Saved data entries
------------------------------------

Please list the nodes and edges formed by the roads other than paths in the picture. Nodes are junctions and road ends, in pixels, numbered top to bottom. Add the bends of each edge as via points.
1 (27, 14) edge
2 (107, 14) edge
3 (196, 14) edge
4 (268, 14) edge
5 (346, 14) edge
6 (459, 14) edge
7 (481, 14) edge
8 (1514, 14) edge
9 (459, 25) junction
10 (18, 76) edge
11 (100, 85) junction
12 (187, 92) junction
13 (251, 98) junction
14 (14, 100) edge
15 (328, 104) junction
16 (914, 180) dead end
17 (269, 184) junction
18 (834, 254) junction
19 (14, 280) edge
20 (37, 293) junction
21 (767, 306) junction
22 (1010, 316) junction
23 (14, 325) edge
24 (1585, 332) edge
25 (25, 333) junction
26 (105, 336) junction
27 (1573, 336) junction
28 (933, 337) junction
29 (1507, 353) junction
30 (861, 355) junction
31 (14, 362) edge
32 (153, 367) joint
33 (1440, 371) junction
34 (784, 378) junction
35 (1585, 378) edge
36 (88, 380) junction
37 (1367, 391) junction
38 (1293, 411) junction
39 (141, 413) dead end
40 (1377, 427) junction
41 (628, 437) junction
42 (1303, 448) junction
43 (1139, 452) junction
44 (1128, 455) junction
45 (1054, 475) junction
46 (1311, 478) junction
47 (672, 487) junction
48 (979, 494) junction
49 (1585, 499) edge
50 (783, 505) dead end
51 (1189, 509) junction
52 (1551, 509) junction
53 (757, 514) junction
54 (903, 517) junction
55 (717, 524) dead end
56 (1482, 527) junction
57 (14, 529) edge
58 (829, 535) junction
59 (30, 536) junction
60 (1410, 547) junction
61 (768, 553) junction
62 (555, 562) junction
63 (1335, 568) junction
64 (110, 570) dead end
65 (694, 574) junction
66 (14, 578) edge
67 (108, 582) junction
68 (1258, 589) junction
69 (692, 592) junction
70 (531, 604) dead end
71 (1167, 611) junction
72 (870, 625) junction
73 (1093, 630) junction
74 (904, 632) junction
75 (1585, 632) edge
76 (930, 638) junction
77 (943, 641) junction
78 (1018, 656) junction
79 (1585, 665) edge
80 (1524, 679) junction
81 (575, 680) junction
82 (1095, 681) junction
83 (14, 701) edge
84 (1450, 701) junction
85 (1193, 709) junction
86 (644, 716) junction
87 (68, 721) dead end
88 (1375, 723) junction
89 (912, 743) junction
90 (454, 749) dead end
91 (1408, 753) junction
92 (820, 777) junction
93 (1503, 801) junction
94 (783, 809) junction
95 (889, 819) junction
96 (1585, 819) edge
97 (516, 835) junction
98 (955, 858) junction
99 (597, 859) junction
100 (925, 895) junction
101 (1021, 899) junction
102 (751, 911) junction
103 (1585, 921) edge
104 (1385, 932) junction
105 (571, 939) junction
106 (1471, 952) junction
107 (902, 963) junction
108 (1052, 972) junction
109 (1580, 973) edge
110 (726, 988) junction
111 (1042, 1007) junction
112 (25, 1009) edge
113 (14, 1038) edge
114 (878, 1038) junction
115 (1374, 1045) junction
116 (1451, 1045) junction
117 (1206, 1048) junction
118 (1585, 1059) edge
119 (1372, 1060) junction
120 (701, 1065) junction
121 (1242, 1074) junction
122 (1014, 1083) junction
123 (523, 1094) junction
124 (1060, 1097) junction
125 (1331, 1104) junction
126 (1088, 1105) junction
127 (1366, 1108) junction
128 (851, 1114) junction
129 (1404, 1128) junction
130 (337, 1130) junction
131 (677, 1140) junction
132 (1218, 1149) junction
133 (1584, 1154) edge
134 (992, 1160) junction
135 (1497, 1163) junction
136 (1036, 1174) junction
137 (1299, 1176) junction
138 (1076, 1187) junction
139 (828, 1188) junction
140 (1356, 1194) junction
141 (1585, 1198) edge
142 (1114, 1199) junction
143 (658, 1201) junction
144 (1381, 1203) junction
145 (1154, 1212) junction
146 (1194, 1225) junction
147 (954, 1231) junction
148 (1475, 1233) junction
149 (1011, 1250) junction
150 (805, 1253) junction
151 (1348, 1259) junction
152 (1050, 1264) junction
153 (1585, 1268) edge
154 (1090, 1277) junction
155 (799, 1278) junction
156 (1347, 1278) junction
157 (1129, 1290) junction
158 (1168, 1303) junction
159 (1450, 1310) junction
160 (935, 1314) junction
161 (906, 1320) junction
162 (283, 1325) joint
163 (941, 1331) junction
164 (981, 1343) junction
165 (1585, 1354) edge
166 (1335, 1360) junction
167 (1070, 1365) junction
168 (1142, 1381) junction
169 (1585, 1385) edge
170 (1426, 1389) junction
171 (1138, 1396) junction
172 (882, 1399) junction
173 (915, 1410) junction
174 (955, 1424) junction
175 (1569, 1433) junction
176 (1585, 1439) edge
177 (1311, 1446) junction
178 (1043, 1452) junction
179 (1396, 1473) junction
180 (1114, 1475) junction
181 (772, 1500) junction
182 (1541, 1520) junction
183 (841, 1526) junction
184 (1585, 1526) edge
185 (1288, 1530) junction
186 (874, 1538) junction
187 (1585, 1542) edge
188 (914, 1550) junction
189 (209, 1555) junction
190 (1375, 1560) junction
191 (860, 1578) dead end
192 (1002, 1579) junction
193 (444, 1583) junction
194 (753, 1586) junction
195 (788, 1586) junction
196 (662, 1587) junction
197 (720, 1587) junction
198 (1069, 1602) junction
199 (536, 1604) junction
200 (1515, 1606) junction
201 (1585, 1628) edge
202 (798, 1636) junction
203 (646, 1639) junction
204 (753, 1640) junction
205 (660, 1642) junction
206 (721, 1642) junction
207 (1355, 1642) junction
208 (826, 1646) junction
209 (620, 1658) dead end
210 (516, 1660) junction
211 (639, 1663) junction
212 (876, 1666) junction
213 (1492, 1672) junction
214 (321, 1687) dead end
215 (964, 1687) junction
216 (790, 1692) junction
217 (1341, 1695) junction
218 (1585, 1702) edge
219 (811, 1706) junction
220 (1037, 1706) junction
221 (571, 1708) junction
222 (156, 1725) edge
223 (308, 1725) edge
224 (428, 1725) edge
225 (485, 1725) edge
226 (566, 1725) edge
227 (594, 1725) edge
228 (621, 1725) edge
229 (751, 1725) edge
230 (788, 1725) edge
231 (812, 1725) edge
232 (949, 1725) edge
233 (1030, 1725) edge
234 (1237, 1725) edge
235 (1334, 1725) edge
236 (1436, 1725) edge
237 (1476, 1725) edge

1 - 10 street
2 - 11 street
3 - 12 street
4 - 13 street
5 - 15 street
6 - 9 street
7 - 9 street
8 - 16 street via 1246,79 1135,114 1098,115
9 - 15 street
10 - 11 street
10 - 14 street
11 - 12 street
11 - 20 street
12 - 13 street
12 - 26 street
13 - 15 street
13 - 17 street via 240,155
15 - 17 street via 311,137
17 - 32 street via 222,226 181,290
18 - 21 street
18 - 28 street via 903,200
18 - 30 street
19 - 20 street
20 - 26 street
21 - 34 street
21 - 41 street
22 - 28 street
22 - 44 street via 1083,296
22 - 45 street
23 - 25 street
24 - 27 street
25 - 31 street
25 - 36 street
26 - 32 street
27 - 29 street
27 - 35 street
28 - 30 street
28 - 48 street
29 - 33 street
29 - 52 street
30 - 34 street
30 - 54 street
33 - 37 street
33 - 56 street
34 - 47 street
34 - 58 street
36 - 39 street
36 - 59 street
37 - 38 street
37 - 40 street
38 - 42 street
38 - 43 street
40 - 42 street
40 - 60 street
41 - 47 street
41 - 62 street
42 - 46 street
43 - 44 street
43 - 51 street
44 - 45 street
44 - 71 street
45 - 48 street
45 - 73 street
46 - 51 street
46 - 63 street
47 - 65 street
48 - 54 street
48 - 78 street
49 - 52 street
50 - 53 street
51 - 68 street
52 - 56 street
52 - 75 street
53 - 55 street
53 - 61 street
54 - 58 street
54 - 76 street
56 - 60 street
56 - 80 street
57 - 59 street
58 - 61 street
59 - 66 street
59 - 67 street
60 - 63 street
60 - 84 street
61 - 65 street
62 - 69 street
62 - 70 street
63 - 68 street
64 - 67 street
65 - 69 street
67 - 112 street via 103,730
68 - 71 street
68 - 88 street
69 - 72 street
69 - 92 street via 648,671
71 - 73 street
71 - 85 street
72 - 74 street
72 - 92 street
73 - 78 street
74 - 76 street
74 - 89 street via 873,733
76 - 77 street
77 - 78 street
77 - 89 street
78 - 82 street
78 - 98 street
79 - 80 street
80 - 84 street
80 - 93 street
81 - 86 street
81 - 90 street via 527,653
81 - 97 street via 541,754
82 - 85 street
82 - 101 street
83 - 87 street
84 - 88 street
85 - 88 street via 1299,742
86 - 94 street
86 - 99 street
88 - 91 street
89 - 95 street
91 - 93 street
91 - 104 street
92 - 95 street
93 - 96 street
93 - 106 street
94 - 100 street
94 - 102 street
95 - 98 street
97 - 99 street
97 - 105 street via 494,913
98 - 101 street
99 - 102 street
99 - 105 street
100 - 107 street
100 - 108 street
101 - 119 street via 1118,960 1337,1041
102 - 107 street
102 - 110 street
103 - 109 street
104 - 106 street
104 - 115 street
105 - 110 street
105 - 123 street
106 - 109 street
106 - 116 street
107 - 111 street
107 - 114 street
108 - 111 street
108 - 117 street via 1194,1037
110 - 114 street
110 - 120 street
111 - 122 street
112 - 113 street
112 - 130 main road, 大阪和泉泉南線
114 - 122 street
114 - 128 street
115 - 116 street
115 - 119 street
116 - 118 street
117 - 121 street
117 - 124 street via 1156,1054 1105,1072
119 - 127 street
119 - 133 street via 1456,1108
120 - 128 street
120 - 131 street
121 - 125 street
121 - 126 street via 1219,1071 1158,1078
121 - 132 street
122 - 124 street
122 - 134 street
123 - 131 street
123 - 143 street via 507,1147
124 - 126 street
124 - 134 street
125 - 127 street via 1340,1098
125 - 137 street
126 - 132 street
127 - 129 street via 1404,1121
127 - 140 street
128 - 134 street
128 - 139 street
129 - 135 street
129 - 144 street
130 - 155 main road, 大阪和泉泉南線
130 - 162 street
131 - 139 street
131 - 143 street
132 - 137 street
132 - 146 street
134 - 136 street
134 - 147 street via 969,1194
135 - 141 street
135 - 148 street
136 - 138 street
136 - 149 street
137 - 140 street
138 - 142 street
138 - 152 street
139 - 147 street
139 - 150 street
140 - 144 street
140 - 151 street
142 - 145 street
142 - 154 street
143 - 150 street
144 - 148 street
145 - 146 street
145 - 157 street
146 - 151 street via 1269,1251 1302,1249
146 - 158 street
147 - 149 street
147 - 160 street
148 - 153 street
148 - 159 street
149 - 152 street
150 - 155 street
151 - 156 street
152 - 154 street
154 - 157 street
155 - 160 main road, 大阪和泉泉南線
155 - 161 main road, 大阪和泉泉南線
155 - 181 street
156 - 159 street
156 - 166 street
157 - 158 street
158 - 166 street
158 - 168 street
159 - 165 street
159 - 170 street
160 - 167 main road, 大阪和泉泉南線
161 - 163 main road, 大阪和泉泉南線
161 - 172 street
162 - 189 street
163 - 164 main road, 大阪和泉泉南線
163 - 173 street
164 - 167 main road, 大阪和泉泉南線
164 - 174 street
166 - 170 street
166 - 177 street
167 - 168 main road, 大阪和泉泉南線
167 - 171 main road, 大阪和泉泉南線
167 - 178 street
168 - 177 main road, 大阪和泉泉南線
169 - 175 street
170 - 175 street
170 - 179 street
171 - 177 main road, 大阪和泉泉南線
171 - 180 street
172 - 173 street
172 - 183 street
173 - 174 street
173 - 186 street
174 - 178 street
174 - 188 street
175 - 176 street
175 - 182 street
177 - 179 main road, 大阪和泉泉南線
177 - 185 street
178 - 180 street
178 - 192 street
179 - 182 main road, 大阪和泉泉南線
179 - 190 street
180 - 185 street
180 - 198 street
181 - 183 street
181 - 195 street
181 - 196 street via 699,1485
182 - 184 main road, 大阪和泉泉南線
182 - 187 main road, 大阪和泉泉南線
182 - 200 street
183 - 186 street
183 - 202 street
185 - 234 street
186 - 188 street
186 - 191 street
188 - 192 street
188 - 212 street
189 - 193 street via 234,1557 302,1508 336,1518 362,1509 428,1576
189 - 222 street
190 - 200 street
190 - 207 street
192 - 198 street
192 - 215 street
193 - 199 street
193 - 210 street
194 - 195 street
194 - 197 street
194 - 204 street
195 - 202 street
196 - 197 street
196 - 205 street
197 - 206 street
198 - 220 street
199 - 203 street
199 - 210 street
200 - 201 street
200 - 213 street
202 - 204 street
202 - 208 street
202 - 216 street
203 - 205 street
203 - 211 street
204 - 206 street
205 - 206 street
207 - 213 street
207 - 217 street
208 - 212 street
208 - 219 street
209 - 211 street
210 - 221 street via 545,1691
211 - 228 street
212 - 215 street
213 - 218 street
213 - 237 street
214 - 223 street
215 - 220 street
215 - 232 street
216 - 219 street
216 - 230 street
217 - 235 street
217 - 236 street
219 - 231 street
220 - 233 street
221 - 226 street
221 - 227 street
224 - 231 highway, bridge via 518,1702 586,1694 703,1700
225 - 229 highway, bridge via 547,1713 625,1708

------------------------------------

## What you should do
Only the lines with "highway" are needed; find them in the records and copy each one.

## Task solution
224 - 231 highway, bridge via 518,1702 586,1694 703,1700
225 - 229 highway, bridge via 547,1713 625,1708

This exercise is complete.